Maldon's No.1 attraction

Limited Edition Model Canoes

The Models

To kick off the relationship between CMSM and Solo 3D Studio – we have used 3D scans of the last remaining Cockle Canoe we have in the Museum – Cachalot. So these models are not just scale models, these are 100% accurate scale models of the canoes that we used on Operation Frankton and other missions during the Second World War.

We have two available model options

A 3D printed 1/6th scale Cockle without crew

COST £350.00 (Crew available for additional cost – please enquire)

A 3D printed 200mm scale cockle with Crew.
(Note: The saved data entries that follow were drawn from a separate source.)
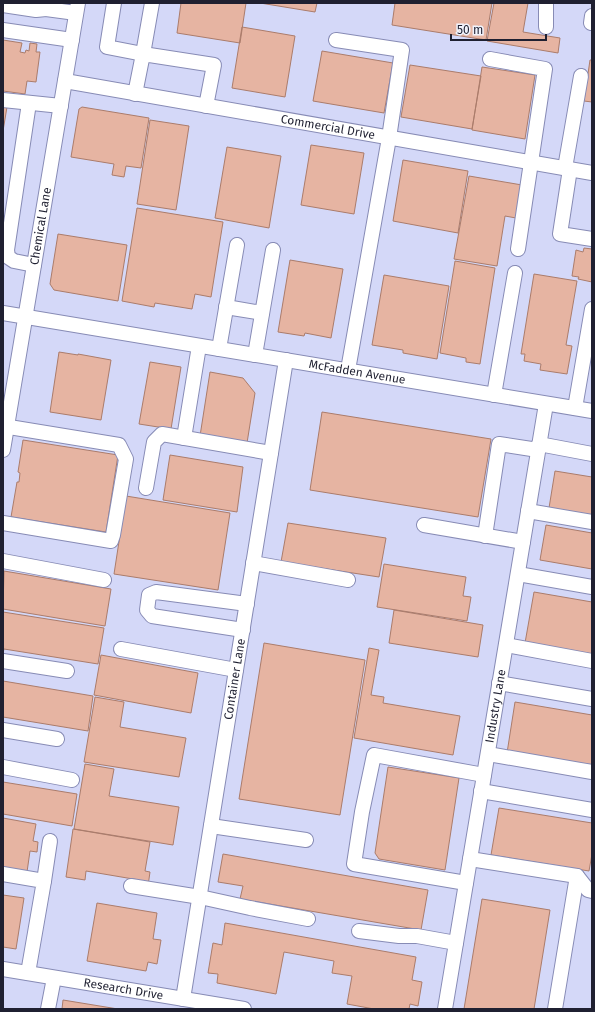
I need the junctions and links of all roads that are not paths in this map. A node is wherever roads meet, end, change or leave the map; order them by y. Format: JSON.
{"nodes":[{"id":1,"x":114,"y":3,"type":"edge"},
{"id":2,"x":152,"y":3,"type":"edge"},
{"id":3,"x":546,"y":3,"type":"edge"},
{"id":4,"x":3,"y":5,"type":"edge"},
{"id":5,"x":46,"y":6,"type":"edge"},
{"id":6,"x":77,"y":8,"type":"edge"},
{"id":7,"x":546,"y":27,"type":"dead end"},
{"id":8,"x":3,"y":30,"type":"edge"},
{"id":9,"x":72,"y":40,"type":"junction"},
{"id":10,"x":336,"y":40,"type":"dead end"},
{"id":11,"x":143,"y":54,"type":"junction"},
{"id":12,"x":490,"y":59,"type":"dead end"},
{"id":13,"x":581,"y":76,"type":"dead end"},
{"id":14,"x":65,"y":82,"type":"junction"},
{"id":15,"x":135,"y":94,"type":"junction"},
{"id":16,"x":3,"y":100,"type":"edge"},
{"id":17,"x":29,"y":103,"type":"junction"},
{"id":18,"x":60,"y":106,"type":"junction"},
{"id":19,"x":206,"y":106,"type":"junction"},
{"id":20,"x":389,"y":138,"type":"junction"},
{"id":21,"x":531,"y":162,"type":"junction"},
{"id":22,"x":568,"y":169,"type":"junction"},
{"id":23,"x":592,"y":173,"type":"edge"},
{"id":24,"x":592,"y":239,"type":"edge"},
{"id":25,"x":237,"y":245,"type":"dead end"},
{"id":26,"x":518,"y":249,"type":"dead end"},
{"id":27,"x":273,"y":250,"type":"dead end"},
{"id":28,"x":34,"y":265,"type":"junction"},
{"id":29,"x":515,"y":273,"type":"dead end"},
{"id":30,"x":226,"y":307,"type":"junction"},
{"id":31,"x":592,"y":310,"type":"edge"},
{"id":32,"x":3,"y":313,"type":"edge"},
{"id":33,"x":262,"y":313,"type":"junction"},
{"id":34,"x":25,"y":317,"type":"junction"},
{"id":35,"x":199,"y":346,"type":"junction"},
{"id":36,"x":219,"y":349,"type":"junction"},
{"id":37,"x":255,"y":355,"type":"junction"},
{"id":38,"x":286,"y":360,"type":"junction"},
{"id":39,"x":348,"y":370,"type":"junction"},
{"id":40,"x":494,"y":395,"type":"junction"},
{"id":41,"x":7,"y":402,"type":"edge"},
{"id":42,"x":546,"y":404,"type":"junction"},
{"id":43,"x":575,"y":408,"type":"junction"},
{"id":44,"x":592,"y":411,"type":"edge"},
{"id":45,"x":5,"y":426,"type":"edge"},
{"id":46,"x":184,"y":438,"type":"junction"},
{"id":47,"x":539,"y":447,"type":"junction"},
{"id":48,"x":3,"y":450,"type":"edge"},
{"id":49,"x":271,"y":453,"type":"junction"},
{"id":50,"x":592,"y":454,"type":"edge"},
{"id":51,"x":146,"y":488,"type":"dead end"},
{"id":52,"x":528,"y":511,"type":"junction"},
{"id":53,"x":592,"y":522,"type":"edge"},
{"id":54,"x":3,"y":523,"type":"edge"},
{"id":55,"x":424,"y":525,"type":"dead end"},
{"id":56,"x":485,"y":536,"type":"junction"},
{"id":57,"x":523,"y":542,"type":"junction"},
{"id":58,"x":3,"y":561,"type":"edge"},
{"id":59,"x":253,"y":563,"type":"junction"},
{"id":60,"x":518,"y":574,"type":"junction"},
{"id":61,"x":104,"y":580,"type":"dead end"},
{"id":62,"x":348,"y":580,"type":"dead end"},
{"id":63,"x":592,"y":587,"type":"edge"},
{"id":64,"x":247,"y":604,"type":"junction"},
{"id":65,"x":243,"y":630,"type":"junction"},
{"id":66,"x":506,"y":645,"type":"junction"},
{"id":67,"x":121,"y":649,"type":"dead end"},
{"id":68,"x":3,"y":661,"type":"edge"},
{"id":69,"x":592,"y":661,"type":"edge"},
{"id":70,"x":236,"y":670,"type":"junction"},
{"id":71,"x":67,"y":671,"type":"dead end"},
{"id":72,"x":499,"y":683,"type":"junction"},
{"id":73,"x":592,"y":699,"type":"edge"},
{"id":74,"x":3,"y":730,"type":"edge"},
{"id":75,"x":57,"y":739,"type":"dead end"},
{"id":76,"x":488,"y":754,"type":"junction"},
{"id":77,"x":3,"y":767,"type":"edge"},
{"id":78,"x":592,"y":772,"type":"edge"},
{"id":79,"x":484,"y":775,"type":"junction"},
{"id":80,"x":72,"y":780,"type":"dead end"},
{"id":81,"x":481,"y":791,"type":"junction"},
{"id":82,"x":592,"y":810,"type":"edge"},
{"id":83,"x":211,"y":826,"type":"junction"},
{"id":84,"x":306,"y":840,"type":"dead end"},
{"id":85,"x":50,"y":841,"type":"dead end"},
{"id":86,"x":470,"y":859,"type":"junction"},
{"id":87,"x":3,"y":874,"type":"edge"},
{"id":88,"x":577,"y":876,"type":"junction"},
{"id":89,"x":44,"y":881,"type":"junction"},
{"id":90,"x":466,"y":883,"type":"junction"},
{"id":91,"x":131,"y":886,"type":"dead end"},
{"id":92,"x":592,"y":891,"type":"edge"},
{"id":93,"x":200,"y":897,"type":"junction"},
{"id":94,"x":308,"y":919,"type":"dead end"},
{"id":95,"x":359,"y":931,"type":"dead end"},
{"id":96,"x":456,"y":943,"type":"junction"},
{"id":97,"x":3,"y":969,"type":"edge"},
{"id":98,"x":28,"y":974,"type":"junction"},
{"id":99,"x":54,"y":978,"type":"junction"},
{"id":100,"x":183,"y":999,"type":"junction"},
{"id":101,"x":48,"y":1009,"type":"edge"},
{"id":102,"x":240,"y":1009,"type":"edge"},
{"id":103,"x":445,"y":1009,"type":"edge"},
{"id":104,"x":555,"y":1009,"type":"edge"}],
"edges":[{"from":1,"to":11,"type":"street"},
{"from":2,"to":11,"type":"street"},
{"from":3,"to":7,"type":"street"},
{"from":4,"to":5,"type":"street"},
{"from":5,"to":6,"type":"street"},
{"from":6,"to":9,"type":"street","name":"Chemical Lane"},
{"from":8,"to":9,"type":"street"},
{"from":9,"to":14,"type":"street","name":"Chemical Lane"},
{"from":10,"to":20,"type":"street"},
{"from":11,"to":15,"type":"street"},
{"from":11,"to":19,"type":"street"},
{"from":12,"to":21,"type":"street"},
{"from":13,"to":22,"type":"street"},
{"from":14,"to":15,"type":"street","name":"Commercial Drive"},
{"from":14,"to":18,"type":"street","name":"Chemical Lane"},
{"from":15,"to":19,"type":"street","name":"Commercial Drive"},
{"from":16,"to":17,"type":"street"},
{"from":17,"to":18,"type":"street"},
{"from":17,"to":28,"type":"street"},
{"from":18,"to":28,"type":"street","name":"Chemical Lane"},
{"from":19,"to":20,"type":"street","name":"Commercial Drive"},
{"from":20,"to":21,"type":"street","name":"Commercial Drive"},
{"from":20,"to":39,"type":"street"},
{"from":21,"to":22,"type":"street","name":"Commercial Drive"},
{"from":21,"to":26,"type":"street"},
{"from":22,"to":23,"type":"street","name":"Commercial Drive"},
{"from":22,"to":24,"type":"street"},
{"from":25,"to":30,"type":"street"},
{"from":27,"to":33,"type":"street"},
{"from":28,"to":34,"type":"street","name":"Chemical Lane"},
{"from":29,"to":40,"type":"street"},
{"from":30,"to":33,"type":"street"},
{"from":30,"to":36,"type":"street"},
{"from":31,"to":43,"type":"street"},
{"from":32,"to":34,"type":"street","name":"McFadden Avenue"},
{"from":33,"to":37,"type":"street"},
{"from":34,"to":35,"type":"street","name":"McFadden Avenue"},
{"from":34,"to":41,"type":"street","name":"Chemical Lane"},
{"from":35,"to":36,"type":"street","name":"McFadden Avenue"},
{"from":35,"to":46,"type":"street"},
{"from":36,"to":37,"type":"street","name":"McFadden Avenue"},
{"from":37,"to":38,"type":"street","name":"McFadden Avenue"},
{"from":38,"to":39,"type":"street","name":"McFadden Avenue"},
{"from":38,"to":49,"type":"street","name":"Container Lane"},
{"from":39,"to":40,"type":"street","name":"McFadden Avenue"},
{"from":40,"to":42,"type":"street","name":"McFadden Avenue"},
{"from":41,"to":45,"type":"street","name":"Chemical Lane"},
{"from":42,"to":43,"type":"street","name":"McFadden Avenue"},
{"from":42,"to":47,"type":"street","name":"Industry Lane"},
{"from":43,"to":44,"type":"street","name":"McFadden Avenue"},
{"from":45,"to":48,"type":"street","name":"Chemical Lane"},
{"from":45,"to":54,"type":"street"},
{"from":46,"to":49,"type":"street"},
{"from":46,"to":51,"type":"street"},
{"from":47,"to":50,"type":"street"},
{"from":47,"to":52,"type":"street","name":"Industry Lane"},
{"from":47,"to":56,"type":"street"},
{"from":49,"to":59,"type":"street","name":"Container Lane"},
{"from":52,"to":53,"type":"street"},
{"from":52,"to":57,"type":"street","name":"Industry Lane"},
{"from":55,"to":56,"type":"street"},
{"from":56,"to":57,"type":"street"},
{"from":57,"to":60,"type":"street","name":"Industry Lane"},
{"from":58,"to":61,"type":"street"},
{"from":59,"to":62,"type":"street"},
{"from":59,"to":64,"type":"street","name":"Container Lane"},
{"from":60,"to":63,"type":"street"},
{"from":60,"to":66,"type":"street","name":"Industry Lane"},
{"from":64,"to":65,"type":"street","name":"Container Lane"},
{"from":64,"to":65,"type":"street"},
{"from":65,"to":70,"type":"street","name":"Container Lane"},
{"from":66,"to":69,"type":"street"},
{"from":66,"to":72,"type":"street","name":"Industry Lane"},
{"from":67,"to":70,"type":"street"},
{"from":68,"to":71,"type":"street"},
{"from":70,"to":83,"type":"street","name":"Container Lane"},
{"from":72,"to":73,"type":"street"},
{"from":72,"to":76,"type":"street","name":"Industry Lane"},
{"from":74,"to":75,"type":"street"},
{"from":76,"to":78,"type":"street"},
{"from":76,"to":79,"type":"street","name":"Industry Lane"},
{"from":77,"to":80,"type":"street"},
{"from":79,"to":81,"type":"street","name":"Industry Lane"},
{"from":79,"to":90,"type":"street"},
{"from":81,"to":82,"type":"street"},
{"from":81,"to":86,"type":"street","name":"Industry Lane"},
{"from":83,"to":84,"type":"street"},
{"from":83,"to":93,"type":"street","name":"Container Lane"},
{"from":85,"to":89,"type":"street"},
{"from":86,"to":88,"type":"street"},
{"from":86,"to":90,"type":"street","name":"Industry Lane"},
{"from":87,"to":89,"type":"street"},
{"from":88,"to":92,"type":"street"},
{"from":88,"to":104,"type":"street"},
{"from":89,"to":98,"type":"street"},
{"from":90,"to":96,"type":"street","name":"Industry Lane"},
{"from":91,"to":93,"type":"street"},
{"from":93,"to":94,"type":"street"},
{"from":93,"to":100,"type":"street","name":"Container Lane"},
{"from":95,"to":96,"type":"street"},
{"from":96,"to":103,"type":"street","name":"Industry Lane"},
{"from":97,"to":98,"type":"street","name":"Research Drive"},
{"from":98,"to":99,"type":"street","name":"Research Drive"},
{"from":99,"to":100,"type":"street","name":"Research Drive"},
{"from":99,"to":101,"type":"street"},
{"from":100,"to":102,"type":"street","name":"Research Drive"}]}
Please note this is a simple render for illustrative purposes and not the final sculpt or design.

This version will be a strictly limited run of 100.

COST £150.00

All prices include standard royal mail signed for delivery

To purchase or to find out more information please contact Tel 01529 488100  – Currently these are only available via Solo 3D Studio.  They will not be available to buy in the Museum.

All profits go to the museum to support running costs.

Operation Frankton

Operation Frankton, also known as the Cockleshell Heroes, was a daring and successful British commando raid carried out during World War II. The operation took place in December 1942 and was designed to disrupt German shipping in the French port of Bordeaux.

The objective of Operation Frankton was to infiltrate the heavily guarded port and attack German vessels using canoes. The raid was led by Major Herbert ‘Blondie’ Hasler and consisted of a small team of ten Royal Marines known as the Royal Marines Boom Patrol Detachment.

The team traveled by submarine, HMS Tuna, to the Gironde Estuary on the French Atlantic coast. They launched their canoes, named Cockles, near the mouth of the estuary and paddled over 70 miles upstream to reach their targets in the port of Bordeaux. The Cockles were designed to be collapsible and could be assembled on-site to allow for easier transport and concealment.

The raiders faced numerous challenges during their mission, including treacherous weather conditions, strong tides, and German patrols. They spent several nights hidden during the day and paddled at night to avoid detection. The team successfully planted limpet mines on several German ships, causing significant damage to enemy vessels.

However, the majority of the raiding party was captured or killed during the operation. Only two commandos, Hasler and Marine Bill Sparks, managed to escape and make their way to Spain, from where they were eventually repatriated back to Britain.

Despite the high cost in terms of personnel, Operation Frankton achieved its objective of disrupting German shipping in Bordeaux. The damage inflicted on the German vessels forced them to divert resources and delay the deployment of vital supplies, which had a significant impact on their operations.

Operation Frankton is remembered as a remarkable example of British commando bravery and ingenuity during World War II. The story of the Cockleshell Heroes has been immortalised in books, films, and documentaries, highlighting their extraordinary courage and determination in the face of adversity.

The Cockles

The Cockles, or Cockle canoes, were specialised folding canoes used in Operation Frankton (also known as the Cockleshell Heroes) during World War II. They were designed specifically for the raid and played a crucial role in the mission’s success.

The Cockles were folding canoes made of canvas stretched over a lightweight wooden frame. They were designed to be compact and easily transported. When collapsed, the canoes could be packed into a small container or carried as backpacks. This allowed the commandos to covertly transport them by submarine and assemble them near their target.

Each Cockle canoe measured approximately 15 feet (4.6 meters) in length and could accommodate two commandos. The canoes were equipped with paddles and had a limited capacity for carrying supplies and equipment.

The folding nature of the canoes allowed the raiding party to approach the target area discreetly. They could be hidden during the day and assembled at night, providing the element of surprise to carry out their attacks on German vessels in the port of Bordeaux.

The Cockles were specially designed for the conditions encountered during Operation Frankton, including the narrow waterways and strong tides of the Gironde Estuary. Despite their lightweight construction, the canoes proved to be durable enough to withstand the demands of the mission.

The success of the Cockle canoes in Operation Frankton demonstrated their effectiveness as a means of covert waterborne infiltration. Their compact size, portability, and ability to be assembled quickly made them ideal for such a daring and secretive raid.

The story of the Cockles and the brave commandos who operated them has become legendary, symbolising the audacity and resourcefulness of the British forces during World War II.